Accompagnato dai rappresentanti dell’Arma con non poca fatica presso il pronto soccorso di Asola, l’uomo tira ‘finalmente’ fuori il meglio di sé: agitazione psicofisica, urla da far accapponare la pelle, pugni e soprattutto calci a destra e a manca, che mettono in pericolo apparecchiature, personale sanitario e che purtroppo colpiscono un’infermiera intenta ad assistere l’esagitato chierichetto. Il 37enne, non ancora sazio ed appagato, si scaglia furbescamente anche contro i Carabinieri, che dopo una breve ma intensa colluttazione riescono a bloccarlo e ad arrestarlo.

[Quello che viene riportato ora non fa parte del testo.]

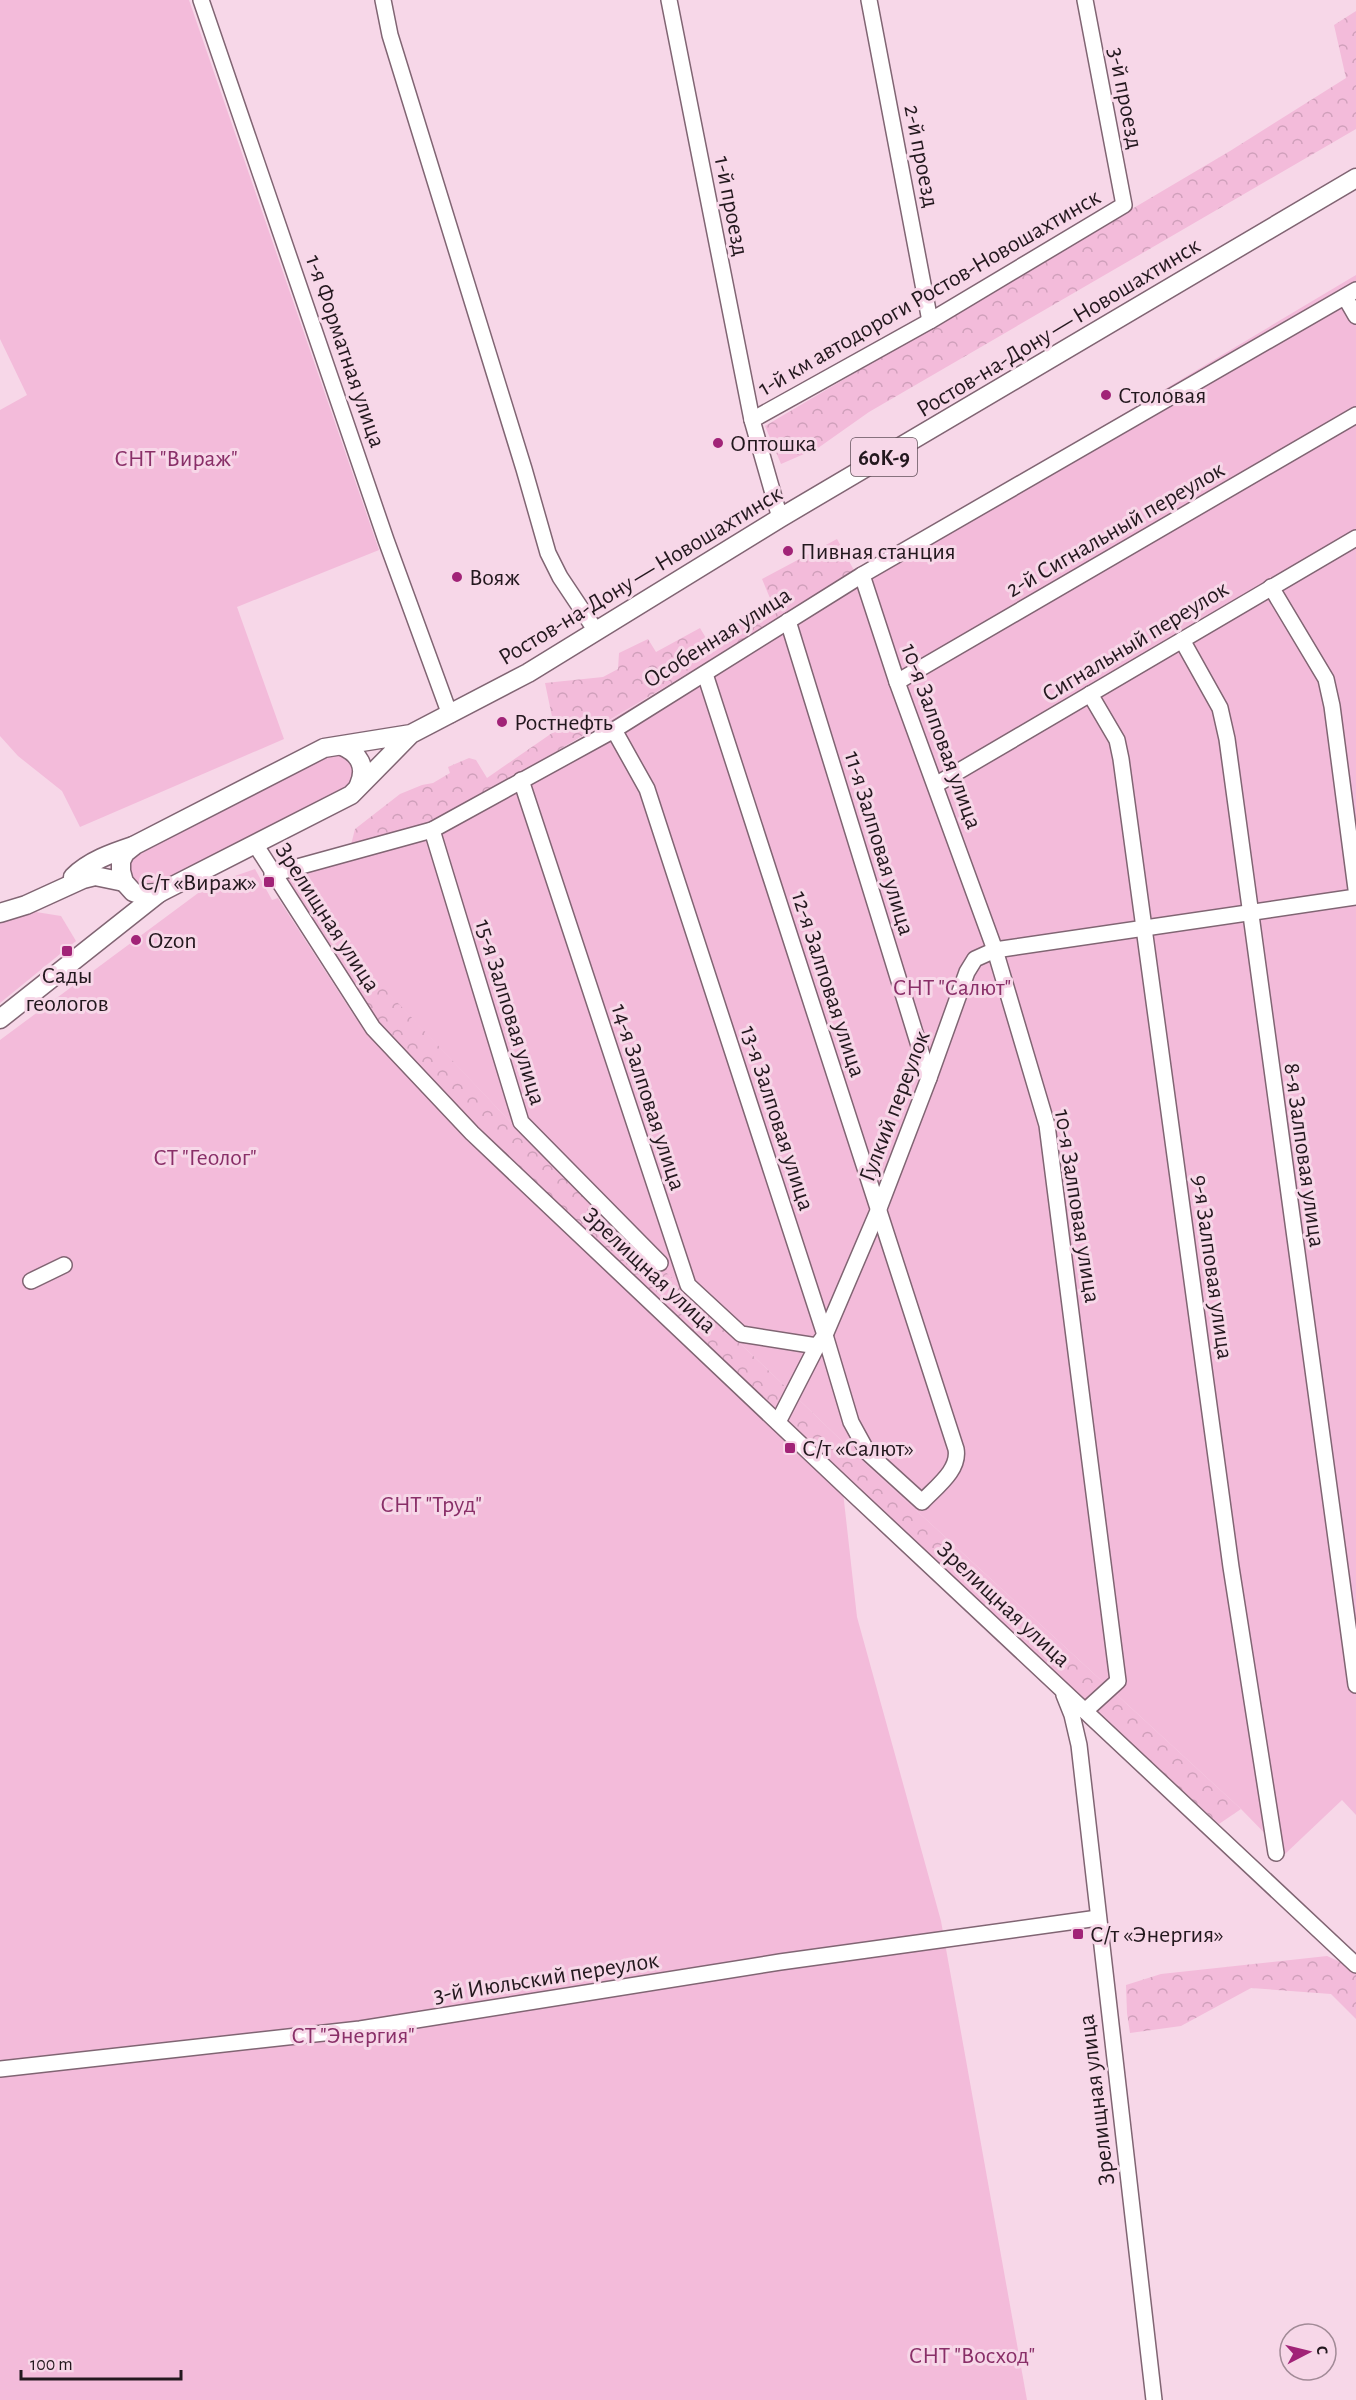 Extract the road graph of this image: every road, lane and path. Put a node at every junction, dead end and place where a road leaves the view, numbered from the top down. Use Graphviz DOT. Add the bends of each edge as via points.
graph roads {
  1 [pos="201,0"];
  2 [pos="383,0"];
  3 [pos="669,0"];
  4 [pos="870,0"];
  5 [pos="1085,0"];
  6 [pos="1356,178"];
  7 [pos="1124,205"];
  8 [pos="1350,294"];
  9 [pos="1356,316"];
  10 [pos="930,321"];
  11 [pos="1356,415"];
  12 [pos="752,420"];
  13 [pos="780,518"];
  14 [pos="1356,538"];
  15 [pos="862,575"];
  16 [pos="1271,587"];
  17 [pos="788,621"];
  18 [pos="596,631"];
  19 [pos="1182,640"];
  20 [pos="705,675"];
  21 [pos="897,682"];
  22 [pos="1090,694"];
  23 [pos="450,715"];
  24 [pos="614,730"];
  25 [pos="411,734"];
  26 [pos="342,746"];
  27 [pos="521,780"];
  28 [pos="937,784"];
  29 [pos="360,785"];
  30 [pos="432,830"];
  31 [pos="255,844"];
  32 [pos="135,845"];
  33 [pos="272,874"];
  34 [pos="125,884"];
  35 [pos="1356,889"];
  36 [pos="57,892"];
  37 [pos="159,893"];
  38 [pos="1356,897"];
  39 [pos="0,913"];
  40 [pos="1250,913"];
  41 [pos="117,924"];
  42 [pos="1145,930"];
  43 [pos="995,950"];
  44 [pos="0,1019"];
  45 [pos="929,1078"];
  46 [pos="879,1211"];
  47 [pos="660,1263"];
  48 [pos="64,1265"];
  49 [pos="32,1281"];
  50 [pos="821,1341"];
  51 [pos="778,1422"];
  52 [pos="922,1502"];
  53 [pos="1356,1685"];
  54 [pos="1062,1689"];
  55 [pos="1085,1711"];
  56 [pos="1276,1853"];
  57 [pos="1098,1918"];
  58 [pos="1356,1965"];
  59 [pos="0,2069"];
  60 [pos="1154,2400"];
  1 -- 23 [label="street, 1-я Форматная улица"];
  2 -- 18 [label="street" via="390,35 548,553"];
  3 -- 12 [label="street, 1-й проезд"];
  4 -- 10 [label="street, 2-й проезд"];
  5 -- 7 [label="street, 3-й проезд"];
  6 -- 13 [label="main road, Ростов-на-Дону — Новошахтинск / 60К-9"];
  7 -- 10 [label="street, 1-й км автодороги Ростов-Новошахтинск"];
  8 -- 9 [label="street"];
  8 -- 15 [label="street, Особенная улица"];
  10 -- 12 [label="street, 1-й км автодороги Ростов-Новошахтинск"];
  11 -- 21 [label="street, 2-й Сигнальный переулок"];
  12 -- 13 [label="street, 1-й км автодороги Ростов-Новошахтинск"];
  13 -- 18 [label="main road, Ростов-на-Дону — Новошахтинск / 60К-9"];
  14 -- 16 [label="street, Сигнальный переулок"];
  15 -- 17 [label="street, Особенная улица"];
  15 -- 21 [label="street, 10-я Залповая улица"];
  16 -- 19 [label="street, Сигнальный переулок"];
  16 -- 35 [label="street" via="1326,679"];
  17 -- 20 [label="street, Особенная улица"];
  17 -- 45 [label="street, 11-я Залповая улица"];
  18 -- 23 [label="main road, Ростов-на-Дону — Новошахтинск / 60К-9"];
  19 -- 22 [label="street, Сигнальный переулок"];
  19 -- 40 [label="street, 8-я Залповая улица" via="1220,708"];
  20 -- 24 [label="street, Особенная улица"];
  20 -- 46 [label="street, 12-я Залповая улица"];
  21 -- 28 [label="street, 10-я Залповая улица"];
  22 -- 28 [label="street, Сигнальный переулок"];
  22 -- 42 [label="street, 9-я Залповая улица" via="1117,740"];
  23 -- 25 [label="main road, Ростов-на-Дону — Новошахтинск / 60К-9"];
  24 -- 27 [label="street, Особенная улица"];
  24 -- 50 [label="street, 13-я Залповая улица" via="647,789"];
  25 -- 26 [label="main road"];
  25 -- 29 [label="main road"];
  26 -- 29 [label="main road" via="356,754 362,765"];
  26 -- 32 [label="main road" via="324,748"];
  27 -- 30 [label="street, Особенная улица"];
  27 -- 50 [label="street, 14-я Залповая улица" via="688,1285 741,1334"];
  28 -- 43 [label="street, 10-я Залповая улица"];
  29 -- 31 [label="main road" via="351,795"];
  30 -- 33 [label="street, Особенная улица"];
  30 -- 47 [label="street, 15-я Залповая улица" via="522,1122"];
  31 -- 33 [label="street, Зрелищная улица"];
  31 -- 37 [label="main road"];
  32 -- 34 [label="main road" via="121,861"];
  32 -- 36 [label="main road" via="79,870"];
  33 -- 51 [label="street, Зрелищная улица" via="373,1028 472,1133"];
  34 -- 36 [label="main road" via="95,876"];
  34 -- 37 [label="main road" via="139,894"];
  34 -- 41 [label="main road" via="124,905"];
  36 -- 39 [label="main road"];
  37 -- 41 [label="main road"];
  38 -- 40 [label="street, Гулкий переулок"];
  40 -- 42 [label="street, Гулкий переулок"];
  40 -- 53 [label="street, 8-я Залповая улица"];
  41 -- 44 [label="main road"];
  42 -- 43 [label="street, Гулкий переулок"];
  42 -- 56 [label="street, 9-я Залповая улица" via="1231,1567"];
  43 -- 45 [label="street, Гулкий переулок" via="975,959 967,972"];
  43 -- 55 [label="street, 10-я Залповая улица" via="1047,1125 1118,1681"];
  45 -- 46 [label="street, Гулкий переулок"];
  46 -- 50 [label="street, Гулкий переулок"];
  46 -- 52 [label="street, 12-я Залповая улица" via="958,1458 954,1468"];
  48 -- 49 [label="street"];
  50 -- 51 [label="street, Гулкий переулок"];
  50 -- 52 [label="street, 13-я Залповая улица" via="851,1422 868,1454"];
  51 -- 54 [label="street, Зрелищная улица"];
  54 -- 55 [label="street, Зрелищная улица"];
  54 -- 57 [label="street, Зрелищная улица" via="1079,1745"];
  55 -- 58 [label="street, Зрелищная улица"];
  57 -- 59 [label="street, 3-й Июльский переулок" via="780,1962 360,2029"];
  57 -- 60 [label="street, Зрелищная улица"];
}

Processato per direttissima a meno di ventiquattr’ore dalla movimentata vicenda, Carmine si è così giustificato di fronte al giudice e alle forze dell’ordine: “L’ho fatto perché volevo chiedere l’assoluzione al parroco”. Un elaborato e maldestro tentativo di riscatto religioso, quindi? Attimi di follia dovuti a una qualche patologia psichiatrica? Ma che… Secondo i carabinieri, il tutto sarebbe da addebitare al forte abuso di alcol e di droghe.
L’uomo è stato condannato a dieci mesi di reclusione, ma non solo: a causa dei comportamenti pericolosi avuti in passato con la ex compagna (stalking e lesioni) il giudice ha deciso per lui il divieto di dimora in provincia di Mantova.